La fin arrivera — tôt ou tard — pour le grand marché haussier des actions américaines… et pour la bulle de la dette. Mais... est-ce que ce sera pour aujourd’hui ou pour demain ?

Aujourd’hui, nous explorons le temps que le pays a oublié. Cette phrase n’a pas vraiment de sens, mais nous voulions lui donner une chance malgré tout. Nous parlons de l’espace sur le calendrier rempli par des termes comme "à un moment ou à un autre" et "tôt ou tard" — cette partie de l’avenir où les choses qui ne peuvent durer éternellement finissent par s’arrêter.

La planète Dette a alourdi son fardeau de 30 000 milliards de dollars ces six dernières années — une augmentation de 40 %. Cela ne peut continuer éternellement. Mais comment est-ce que ça s’arrête ?

L’inflation… la déflation… l’hyperinflation… l’hyperdéflation ? En deux mots, une bulle ne peut pas exploser sans une grande quantité de "flation" d’une sorte ou d’une autre. Avec une bulle de cette taille, ça ne peut qu’être sans précédent.

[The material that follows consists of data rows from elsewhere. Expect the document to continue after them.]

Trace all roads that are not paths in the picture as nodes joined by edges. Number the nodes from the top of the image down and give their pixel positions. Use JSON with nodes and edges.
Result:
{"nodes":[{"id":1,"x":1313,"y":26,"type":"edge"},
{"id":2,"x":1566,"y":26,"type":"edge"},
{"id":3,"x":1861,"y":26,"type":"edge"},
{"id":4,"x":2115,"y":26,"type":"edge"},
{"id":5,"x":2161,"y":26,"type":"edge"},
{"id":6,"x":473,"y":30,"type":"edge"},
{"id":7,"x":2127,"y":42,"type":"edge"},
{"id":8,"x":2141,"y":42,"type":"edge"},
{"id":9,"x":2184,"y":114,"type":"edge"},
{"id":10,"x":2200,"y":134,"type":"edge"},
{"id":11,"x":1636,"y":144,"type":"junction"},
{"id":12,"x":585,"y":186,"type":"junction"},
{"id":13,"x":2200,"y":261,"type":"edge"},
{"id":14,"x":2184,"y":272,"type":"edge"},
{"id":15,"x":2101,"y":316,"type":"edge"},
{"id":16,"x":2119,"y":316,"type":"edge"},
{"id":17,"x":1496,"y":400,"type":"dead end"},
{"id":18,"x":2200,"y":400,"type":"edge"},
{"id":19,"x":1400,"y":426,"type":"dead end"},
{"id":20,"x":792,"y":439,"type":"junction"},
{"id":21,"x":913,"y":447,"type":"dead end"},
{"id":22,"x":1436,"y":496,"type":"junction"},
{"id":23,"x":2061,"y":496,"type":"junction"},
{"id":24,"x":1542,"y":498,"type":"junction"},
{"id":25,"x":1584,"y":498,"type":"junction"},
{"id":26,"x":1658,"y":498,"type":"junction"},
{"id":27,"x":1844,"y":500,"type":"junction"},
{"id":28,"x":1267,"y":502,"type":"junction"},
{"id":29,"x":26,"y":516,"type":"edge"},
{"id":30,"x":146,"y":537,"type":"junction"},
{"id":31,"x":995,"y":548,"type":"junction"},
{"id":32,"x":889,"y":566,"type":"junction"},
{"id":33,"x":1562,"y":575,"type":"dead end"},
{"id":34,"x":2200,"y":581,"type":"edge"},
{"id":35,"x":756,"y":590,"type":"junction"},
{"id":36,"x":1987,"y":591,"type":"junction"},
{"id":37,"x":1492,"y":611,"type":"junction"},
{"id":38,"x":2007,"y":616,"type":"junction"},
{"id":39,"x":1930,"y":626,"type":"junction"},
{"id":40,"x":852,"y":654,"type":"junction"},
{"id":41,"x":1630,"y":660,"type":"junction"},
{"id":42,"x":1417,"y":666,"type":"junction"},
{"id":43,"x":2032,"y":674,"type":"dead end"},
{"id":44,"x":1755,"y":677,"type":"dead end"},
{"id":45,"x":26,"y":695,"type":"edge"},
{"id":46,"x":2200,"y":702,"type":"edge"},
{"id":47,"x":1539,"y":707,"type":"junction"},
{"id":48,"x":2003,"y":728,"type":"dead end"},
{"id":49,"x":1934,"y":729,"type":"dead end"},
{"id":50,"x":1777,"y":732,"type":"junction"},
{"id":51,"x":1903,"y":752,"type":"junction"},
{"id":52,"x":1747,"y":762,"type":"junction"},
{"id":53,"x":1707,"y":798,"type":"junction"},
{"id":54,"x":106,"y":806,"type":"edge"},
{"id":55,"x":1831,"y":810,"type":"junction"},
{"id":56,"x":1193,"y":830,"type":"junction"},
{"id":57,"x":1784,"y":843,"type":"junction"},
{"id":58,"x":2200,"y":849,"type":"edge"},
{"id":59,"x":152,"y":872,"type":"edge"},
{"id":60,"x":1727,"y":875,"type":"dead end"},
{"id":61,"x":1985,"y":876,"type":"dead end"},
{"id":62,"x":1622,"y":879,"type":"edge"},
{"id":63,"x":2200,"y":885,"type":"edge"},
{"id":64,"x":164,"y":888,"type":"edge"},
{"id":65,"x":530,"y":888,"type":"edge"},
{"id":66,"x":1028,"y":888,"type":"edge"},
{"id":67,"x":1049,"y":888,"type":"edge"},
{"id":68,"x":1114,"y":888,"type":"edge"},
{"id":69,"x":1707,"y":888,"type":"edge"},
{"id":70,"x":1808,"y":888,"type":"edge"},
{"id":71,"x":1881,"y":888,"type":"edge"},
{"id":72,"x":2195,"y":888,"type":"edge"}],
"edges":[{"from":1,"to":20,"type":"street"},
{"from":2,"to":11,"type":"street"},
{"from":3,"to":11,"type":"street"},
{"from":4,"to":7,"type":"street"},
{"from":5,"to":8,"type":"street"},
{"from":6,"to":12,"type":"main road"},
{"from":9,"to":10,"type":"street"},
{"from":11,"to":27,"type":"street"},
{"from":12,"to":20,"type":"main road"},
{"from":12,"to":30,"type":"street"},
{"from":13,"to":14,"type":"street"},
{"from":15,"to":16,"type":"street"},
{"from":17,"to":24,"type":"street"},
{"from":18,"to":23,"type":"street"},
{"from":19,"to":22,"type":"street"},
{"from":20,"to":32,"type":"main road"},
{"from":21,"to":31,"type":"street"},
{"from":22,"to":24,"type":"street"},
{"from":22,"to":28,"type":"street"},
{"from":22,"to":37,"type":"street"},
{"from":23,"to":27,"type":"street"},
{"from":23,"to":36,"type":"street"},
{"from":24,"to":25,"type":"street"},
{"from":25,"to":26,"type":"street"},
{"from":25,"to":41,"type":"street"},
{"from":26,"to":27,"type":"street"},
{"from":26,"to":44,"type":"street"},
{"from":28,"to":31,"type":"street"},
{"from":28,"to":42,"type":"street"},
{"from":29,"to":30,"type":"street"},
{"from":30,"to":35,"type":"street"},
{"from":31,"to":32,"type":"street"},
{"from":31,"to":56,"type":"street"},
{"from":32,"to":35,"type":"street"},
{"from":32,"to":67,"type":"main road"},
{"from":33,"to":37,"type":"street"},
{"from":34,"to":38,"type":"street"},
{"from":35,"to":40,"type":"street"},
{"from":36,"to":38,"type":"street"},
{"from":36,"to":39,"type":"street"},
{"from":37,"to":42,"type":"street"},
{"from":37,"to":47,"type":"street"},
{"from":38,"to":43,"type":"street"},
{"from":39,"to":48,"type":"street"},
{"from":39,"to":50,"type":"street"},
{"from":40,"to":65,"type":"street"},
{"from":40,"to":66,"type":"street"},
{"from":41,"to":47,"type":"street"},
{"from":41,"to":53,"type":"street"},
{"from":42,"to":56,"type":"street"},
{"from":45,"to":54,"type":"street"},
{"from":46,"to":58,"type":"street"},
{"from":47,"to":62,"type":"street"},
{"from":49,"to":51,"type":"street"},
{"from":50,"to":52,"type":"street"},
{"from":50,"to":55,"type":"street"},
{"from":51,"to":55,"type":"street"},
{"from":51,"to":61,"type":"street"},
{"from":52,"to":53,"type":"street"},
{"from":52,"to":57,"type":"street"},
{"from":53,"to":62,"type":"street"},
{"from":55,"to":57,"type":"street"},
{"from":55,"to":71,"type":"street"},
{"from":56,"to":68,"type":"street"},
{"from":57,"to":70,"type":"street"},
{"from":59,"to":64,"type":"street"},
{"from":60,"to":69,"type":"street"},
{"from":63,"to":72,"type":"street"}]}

Très probablement, nous verrons la "flation" dans toutes ses formes connues — et peut-être dans des formes encore inédites.

Avidité ou idiotie ?

Les gens qui pouvaient emprunter aux taux bas de la Fed l’ont fait. Les gouvernements ont emprunté plus lourdement que jamais — simplement pour couvrir leurs frais de fonctionnement. Les entreprises ont emprunté pour se développer, pour acheter de nouvelles usines et pour racheter leurs actions (faisant grimper le cours et — par pure coïncidence bien entendu — fournissant aux dirigeants des bonus encore plus énormes).

Les chiffres les plus récents que nous ayons proviennent du troisième trimestre 2013. Sur ces trois mois, on a constaté 123 milliards de dollars de rachats d’actions — une hausse de 32 % par rapport à la même période un an auparavant. Si les choses continuaient à ce rythme en 2014, près d’un demi-millier de milliards de dollars provenant des entreprises seraient consacré à faire grimper les prix des actions des mêmes entreprises.

Les dirigeants sont-ils idiots… ou simplement avides ? Le sage conseil "vendez au plus bas, achetez au plus haut" ne semble pas les avoir atteints. Au plus bas du krach de 2008-2009, rapporte le Grant’s Interest Rate Observer, c’est à peine si les entreprises américaines ont profité d’une telle occasion de racheter leurs propres actions à un prix cassé. A présent que les prix sont à nouveau élevés, elles semblent quasiment toutes vouloir acheter.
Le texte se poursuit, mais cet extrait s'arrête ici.